KING: Why do you like crab fishing, other than the monetary rewards?

HARRIS: You don’t think about the money. It’s something between you and the elements, and it gets in your blood.

KING: What makes a good crab fisherman?

HARRIS: Catching crab.

KING: I mean are there certain attributes? Do you need good reflexes, strength?

HARRIS: You have to know what you’re doing. You have five, six, seven guys on the boat. You’re telling them when they can eat, sleep, go to the bathroom. You stay up for days and days and days at a time without sleep. Our record is five and a half days.

(END VIDEO CLIP)

KING: Great guy. What — Andy, what makes a good fisherman?

A. HILSTRAND: I don’t know. Some say you’re born with it. It’s your instincts where you think like a crab almost. It seems, like Phil said, either you’re in front of it, in between it or you’re doing crappy. So you just kind of get your instincts and you just kind of read the way the crab are moving. There’s only 70 of us in the world.

KING: Only 70? Keith, do you ever feel like you’re killing something that’s living?

COLBURN: No. The fisheries in Alaska are some of the most regulated and well managed fisheries in the planet. The crab stocks are healthy right now. They’re doing really well. We take just a minute portion of the male biomass off the ground. So, no. At the end of the day, we don’t kill them. We just give them to the processors. They kill them.

KING: they control it well then, the fisheries?

HANSEN: Everybody wants a sustainable fishery. That’s what it’s about. I want a fishery for the next generation and thereafter. So Keith is right. Politically, the fishermen join in. We’re with the feds. I mean, it’s all regulated. We used to take 45 percent of the males off the ground. Now we’re only taking 15 percent of the males off the ground. We’re so conservative, it’s too much.

COLBURN: Fifteen percent of the four inch males off the ground.

KING: How do you know the male from the female?

COLBURN: A female snow crab is about that big. Male snow crab gets to be about this big.

(CROSS TALK)

KING: An interesting development this season involves a personnel switch on two of the boats. Back with that drama after this.

(COMMERCIAL BREAK)

(NEWS BREAK)

KING: Back with our captains. When people talk about dangerous jobs — the miners have dangerous jobs. How do you rank yours, Sig?

HANSEN: I’d say we’re on the top of the list. The strange thing is I don’t think any of us realized it before they started filming and all these statistics came out. Next thing you know, you got everybody freaked out.

KING: Now you’re scared.

HANSEN: Honestly, yes. I mean, the older I get, the more afraid I get.

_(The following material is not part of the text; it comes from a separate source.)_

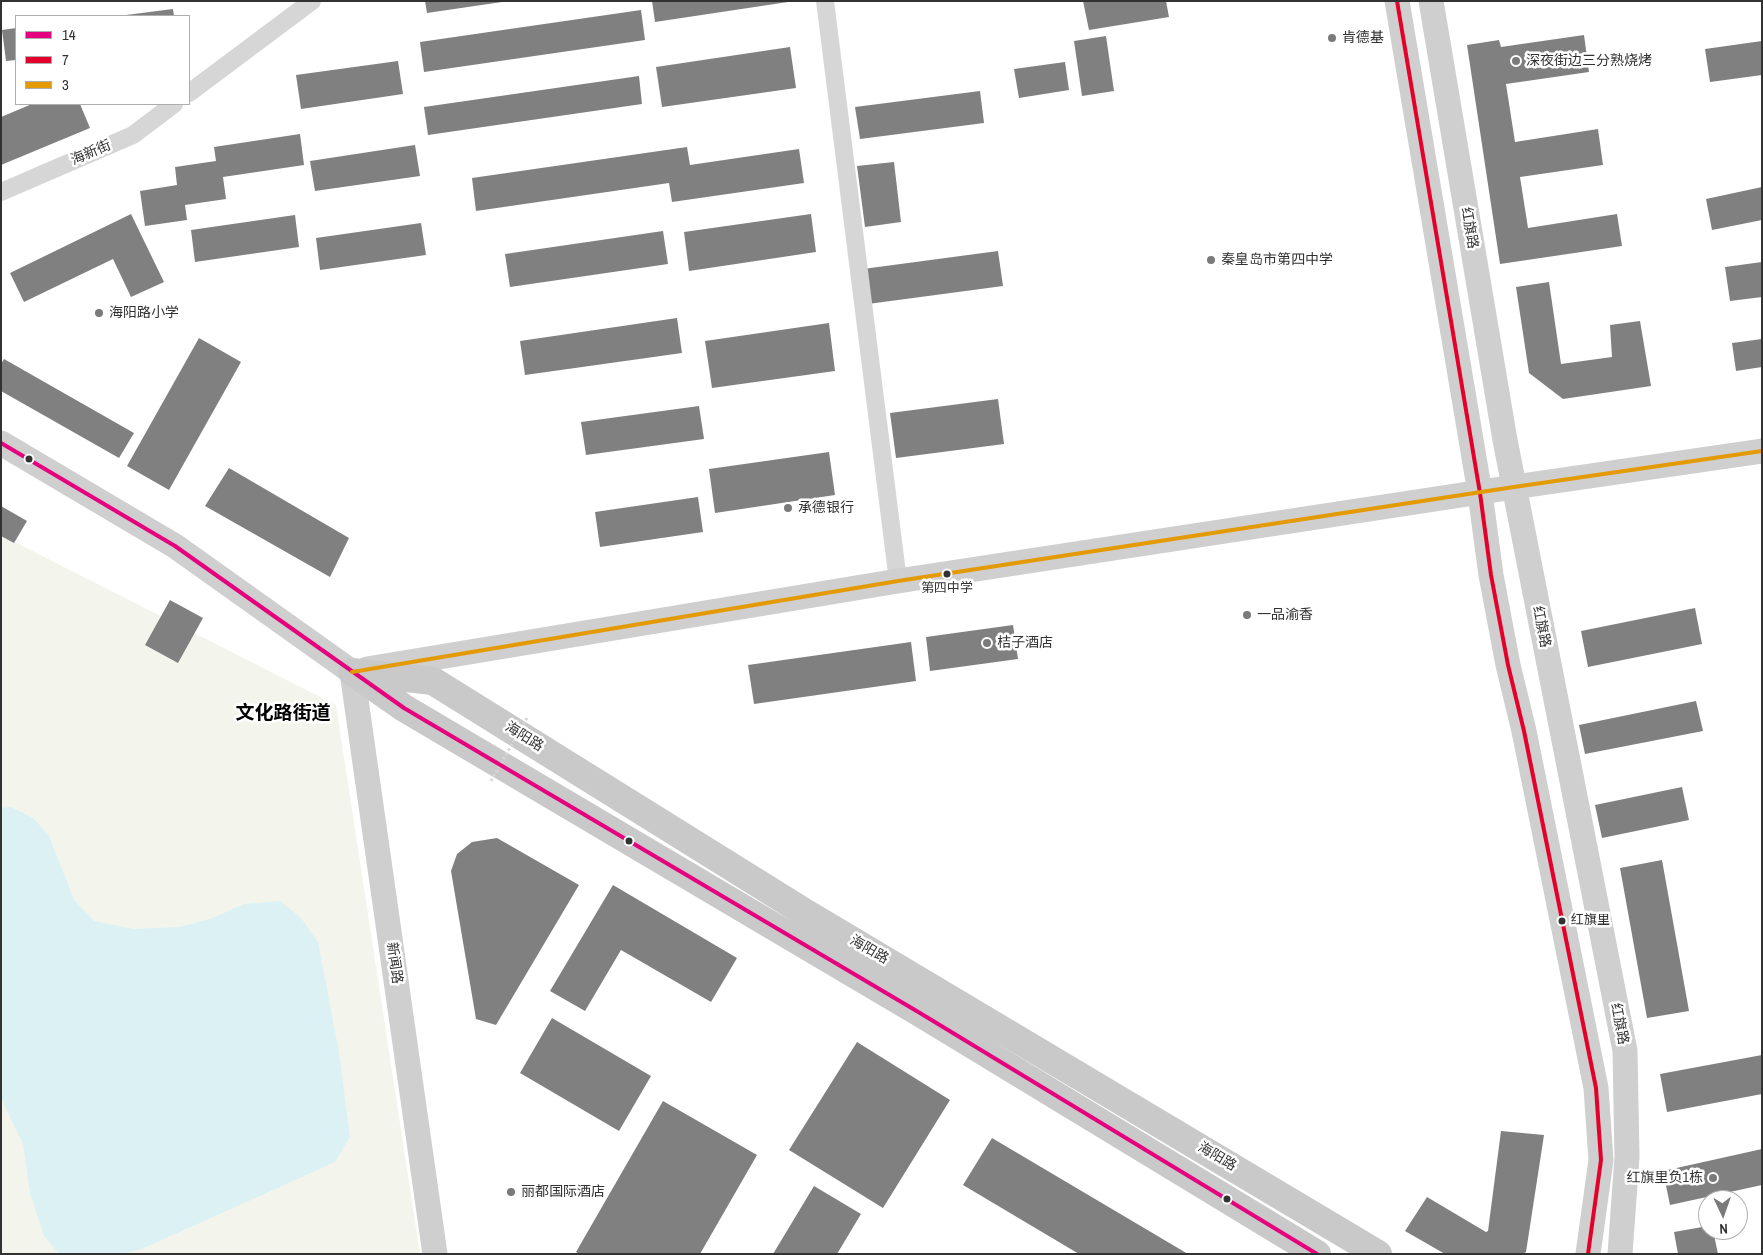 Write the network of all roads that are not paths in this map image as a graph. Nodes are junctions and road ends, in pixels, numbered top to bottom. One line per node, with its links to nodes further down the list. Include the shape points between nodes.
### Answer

COLBURN: It’s harder to lie to our wives now about what we’re doing.

KING: Johnathan, you told me during the break you get seasick. Why then would you do this?

J. HILSTRAND: It pays the bills. I didn’t get sick when I was a younger kid, when I was a younger kid. When I was 30 — if I go out and haven’t been on the ocean, I go out in the 30 or 40 foot seas, about two and a half days into it, I throw up lunch out the window, and then I’m good to go.

KING: Andy, did you ever come close, do you think, to buying it?

A. HILSTRAND: Yeah. We were on the boat one time. We were throwing some lines out and a line went right around my hand and started pulling on it. I kind of threw my glove off like that. That pulled me over lie that.

There’s been a couple times like that. I had a line wrapped around my waist and it about killed me. John saved me, cut me out.

KING: Keith, have you ever been scared in dangerous waters?

COLBURN: Boy, even just last year, they captured a pretty immense wave that just about took out my crew. I can honestly say during the moment, I was never scared. Everything becomes really clear, and you’re really focused, and you just get through it. After you’re out of the situation, whether it’s big water or big whatever, then you have a chance to reflect on it. At that point, you get a little shaky, but not during the moment.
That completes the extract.